Jan entend battre le coeur d'un coquelicot, celui d'une pivoine, et, espionnées de près ses fleurs parlent et s'empourprent comme la chair d'étoffes embrasées.
Si le rouge est associé depuis le fond des âges au sang et au feu, à la vie, à la vigueur, au diable, à l'esprit, à la beauté, Lubie, cette merveilleuse petite empoisonneuse ensorcèle les pigments, chuchote au peintre ce que la beauté semble taire.
"Lubie" n'est pas un livre qui s'ouvre mais un paysage qui éclôt.
Alors commence une traversée passionnée dans un atelier, où l'ombre et la lumière se disputent les pages d'une merveilleuse histoire...
Comme une lave mouvante, elle nous coule dans un bain de couleurs éperdues.

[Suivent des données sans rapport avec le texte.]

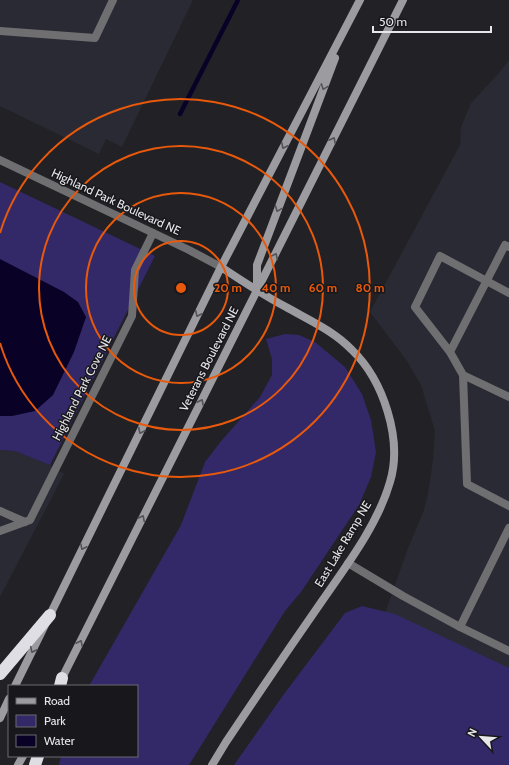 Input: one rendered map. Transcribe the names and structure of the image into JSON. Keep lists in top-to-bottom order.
{
  "streets": {
    "main road": ["Veterans Boulevard NE", "East Lake Ramp NE"],
    "street": ["Highland Park Boulevard NE", "Highland Park Cove NE"]
  },
  "crossings": [
    ["Highland Park Boulevard NE", "Highland Park Cove NE"],
    ["Highland Park Boulevard NE", "East Lake Ramp NE"],
    ["Veterans Boulevard NE", "East Lake Ramp NE"]
  ],
  "legend": ["Road", "Park", "Water"],
  "scale_bar": "50 m",
  "north": "top left",
  "rings": [
    "20 m",
    "40 m",
    "60 m",
    "80 m"
  ]
}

La densité des tonalités magnifiées par la lumière, la richesse des nuances...carmin, cinabre, alizarine, vermillon, écarlate, garance, pourpre, (jusqu'aux limites du champ sémantique), parfois plus sombres, violacées, vineuses ou tirant sur le brun, plomb brûlé et bois de braise, sont des éclats de foudre attisés par la lune.
Teintes dérobées aux officines d'un magicien, d'un ciel empourpré de fin du monde, ou d'un premier matin, on se balance sur une gamme aux charmes élaborés, touche par touche, dans un laboratoire de pensées esquissées, soufflées par des flammes échevelées, dont l'incandescence ravive le feu de l'imagination.
Sensation de vertige dans la couleur !
Rouge comme sang, rouge-feu, rouge de colère, vert de rage...mais dans l'atelier du peintre, ce n'est pas de sang et de feu ou de colère dont la palette est habillée mais de pigments fous et de mots laqués, comme déroulés sur un manuscrit, dissimulé sous les ailes flamboyantes d'une âme prête à s'envoler.
J'ai posé Lubie sur mon chevalet. Et en refermant, le bel ouvrage, j'entendais encore s'ébattre les personnages de Monsieur Breughel, lilliputiens acrobatiques, petits fantômes espiègles, j'entendais encore le frou-frou des ailes cramoisies de la petite démone, je respirais encore l'odeur si familière de l'essence de térébenthine, j'imaginais encore les collines ocres dispersées dans un jadis ressuscité.
Merci cher
Frédéric Clément pour ce délice pictural, ces pages enchanteresses exprimées sous les paupières des rêves.